If a line in the records below contains the word "Ozuluama", copy it out.

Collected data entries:
|---|

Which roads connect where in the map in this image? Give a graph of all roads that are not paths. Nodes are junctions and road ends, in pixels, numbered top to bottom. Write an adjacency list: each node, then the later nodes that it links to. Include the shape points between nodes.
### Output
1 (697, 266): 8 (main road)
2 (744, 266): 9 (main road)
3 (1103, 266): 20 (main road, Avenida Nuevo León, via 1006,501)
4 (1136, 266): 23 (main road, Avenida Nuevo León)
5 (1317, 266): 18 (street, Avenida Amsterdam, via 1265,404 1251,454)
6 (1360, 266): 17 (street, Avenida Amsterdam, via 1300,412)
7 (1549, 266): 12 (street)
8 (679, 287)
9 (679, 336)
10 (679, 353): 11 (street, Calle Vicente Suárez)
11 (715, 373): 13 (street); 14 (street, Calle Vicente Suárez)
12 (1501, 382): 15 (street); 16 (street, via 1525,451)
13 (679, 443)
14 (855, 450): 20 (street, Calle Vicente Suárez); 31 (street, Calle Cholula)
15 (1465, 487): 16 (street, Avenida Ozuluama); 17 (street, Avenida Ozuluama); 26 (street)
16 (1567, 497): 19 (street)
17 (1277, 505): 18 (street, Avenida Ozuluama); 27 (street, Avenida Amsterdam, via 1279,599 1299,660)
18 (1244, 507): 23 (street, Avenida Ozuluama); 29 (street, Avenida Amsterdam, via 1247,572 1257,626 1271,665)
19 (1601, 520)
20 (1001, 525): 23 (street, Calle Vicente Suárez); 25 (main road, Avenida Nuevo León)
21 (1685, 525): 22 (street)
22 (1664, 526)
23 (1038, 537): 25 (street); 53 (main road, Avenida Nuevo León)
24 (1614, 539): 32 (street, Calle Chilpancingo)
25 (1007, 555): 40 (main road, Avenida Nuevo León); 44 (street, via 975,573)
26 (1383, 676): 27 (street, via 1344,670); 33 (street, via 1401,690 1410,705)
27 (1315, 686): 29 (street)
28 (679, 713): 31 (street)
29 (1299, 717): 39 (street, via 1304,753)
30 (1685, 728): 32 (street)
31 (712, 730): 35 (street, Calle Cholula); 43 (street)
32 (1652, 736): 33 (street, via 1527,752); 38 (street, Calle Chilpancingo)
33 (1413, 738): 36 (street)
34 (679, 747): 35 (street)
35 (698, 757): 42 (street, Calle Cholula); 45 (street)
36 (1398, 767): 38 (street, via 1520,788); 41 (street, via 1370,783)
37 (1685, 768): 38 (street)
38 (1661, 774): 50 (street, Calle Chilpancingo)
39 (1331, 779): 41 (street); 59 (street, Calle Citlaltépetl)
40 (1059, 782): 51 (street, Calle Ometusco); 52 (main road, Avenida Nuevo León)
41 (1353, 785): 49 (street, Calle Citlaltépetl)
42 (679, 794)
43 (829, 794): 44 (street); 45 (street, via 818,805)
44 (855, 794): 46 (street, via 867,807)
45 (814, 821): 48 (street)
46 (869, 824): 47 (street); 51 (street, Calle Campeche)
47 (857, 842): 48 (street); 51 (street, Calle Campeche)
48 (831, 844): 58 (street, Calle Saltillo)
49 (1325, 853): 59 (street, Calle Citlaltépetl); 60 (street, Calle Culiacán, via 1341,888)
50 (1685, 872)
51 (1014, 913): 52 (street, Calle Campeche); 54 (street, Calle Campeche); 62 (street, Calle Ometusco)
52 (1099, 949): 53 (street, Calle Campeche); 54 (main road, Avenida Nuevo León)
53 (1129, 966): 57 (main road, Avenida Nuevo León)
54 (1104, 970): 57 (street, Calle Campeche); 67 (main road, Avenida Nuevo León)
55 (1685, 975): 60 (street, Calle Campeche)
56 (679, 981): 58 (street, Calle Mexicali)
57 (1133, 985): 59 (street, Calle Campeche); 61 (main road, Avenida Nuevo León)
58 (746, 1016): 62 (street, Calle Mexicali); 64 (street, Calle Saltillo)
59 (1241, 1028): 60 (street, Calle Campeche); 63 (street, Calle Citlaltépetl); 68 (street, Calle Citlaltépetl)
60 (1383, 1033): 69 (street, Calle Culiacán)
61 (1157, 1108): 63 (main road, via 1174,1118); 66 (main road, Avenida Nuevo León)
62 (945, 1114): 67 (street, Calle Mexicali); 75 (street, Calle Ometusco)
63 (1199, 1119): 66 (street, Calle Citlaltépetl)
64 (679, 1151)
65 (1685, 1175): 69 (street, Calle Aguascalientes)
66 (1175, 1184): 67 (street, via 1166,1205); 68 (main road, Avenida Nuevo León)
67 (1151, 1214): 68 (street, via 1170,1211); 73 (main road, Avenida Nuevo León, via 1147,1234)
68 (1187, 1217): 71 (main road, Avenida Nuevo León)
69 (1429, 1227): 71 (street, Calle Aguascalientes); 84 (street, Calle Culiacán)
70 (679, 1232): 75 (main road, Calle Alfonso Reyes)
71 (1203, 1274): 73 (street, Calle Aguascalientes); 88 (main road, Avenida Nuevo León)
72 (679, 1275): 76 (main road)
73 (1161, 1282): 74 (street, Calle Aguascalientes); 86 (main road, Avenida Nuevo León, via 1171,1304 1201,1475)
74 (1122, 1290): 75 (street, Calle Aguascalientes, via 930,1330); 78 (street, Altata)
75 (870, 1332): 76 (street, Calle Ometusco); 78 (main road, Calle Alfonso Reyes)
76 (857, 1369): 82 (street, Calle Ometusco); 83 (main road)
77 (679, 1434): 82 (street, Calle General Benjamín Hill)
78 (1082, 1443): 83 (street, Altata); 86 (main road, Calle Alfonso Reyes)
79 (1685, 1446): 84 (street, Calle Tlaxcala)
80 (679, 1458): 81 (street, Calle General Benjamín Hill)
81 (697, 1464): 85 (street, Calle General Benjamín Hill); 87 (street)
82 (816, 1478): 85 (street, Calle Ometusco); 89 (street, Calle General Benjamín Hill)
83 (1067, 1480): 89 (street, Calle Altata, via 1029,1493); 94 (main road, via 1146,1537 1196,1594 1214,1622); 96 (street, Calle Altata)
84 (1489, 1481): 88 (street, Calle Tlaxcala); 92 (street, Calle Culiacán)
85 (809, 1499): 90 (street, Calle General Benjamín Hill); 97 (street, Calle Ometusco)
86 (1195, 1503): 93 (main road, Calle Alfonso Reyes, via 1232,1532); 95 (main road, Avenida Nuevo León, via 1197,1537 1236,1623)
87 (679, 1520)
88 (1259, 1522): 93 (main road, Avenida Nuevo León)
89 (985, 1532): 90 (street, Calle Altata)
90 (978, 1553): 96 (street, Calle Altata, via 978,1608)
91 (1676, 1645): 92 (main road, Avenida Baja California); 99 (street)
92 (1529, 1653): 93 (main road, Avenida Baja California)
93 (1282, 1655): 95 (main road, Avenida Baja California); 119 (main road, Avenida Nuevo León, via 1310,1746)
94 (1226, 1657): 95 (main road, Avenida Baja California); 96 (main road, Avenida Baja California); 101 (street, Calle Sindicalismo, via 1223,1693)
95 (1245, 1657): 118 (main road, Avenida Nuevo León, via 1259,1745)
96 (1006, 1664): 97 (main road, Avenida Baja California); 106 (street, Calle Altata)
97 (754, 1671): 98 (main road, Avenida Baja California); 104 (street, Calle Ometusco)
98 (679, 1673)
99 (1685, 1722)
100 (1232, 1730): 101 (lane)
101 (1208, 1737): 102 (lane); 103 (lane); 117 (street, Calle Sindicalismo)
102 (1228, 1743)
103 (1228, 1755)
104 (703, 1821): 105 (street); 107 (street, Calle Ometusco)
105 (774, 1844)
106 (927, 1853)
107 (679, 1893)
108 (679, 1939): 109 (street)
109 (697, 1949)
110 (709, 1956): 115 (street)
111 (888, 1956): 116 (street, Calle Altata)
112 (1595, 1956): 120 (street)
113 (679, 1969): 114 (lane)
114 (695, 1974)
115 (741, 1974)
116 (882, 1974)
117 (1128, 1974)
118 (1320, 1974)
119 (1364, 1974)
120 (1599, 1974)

|---|

• **Exercise answer**
15 (1465, 487): 16 (street, Avenida Ozuluama); 17 (street, Avenida Ozuluama); 26 (street)
17 (1277, 505): 18 (street, Avenida Ozuluama); 27 (street, Avenida Amsterdam, via 1279,599 1299,660)
18 (1244, 507): 23 (street, Avenida Ozuluama); 29 (street, Avenida Amsterdam, via 1247,572 1257,626 1271,665)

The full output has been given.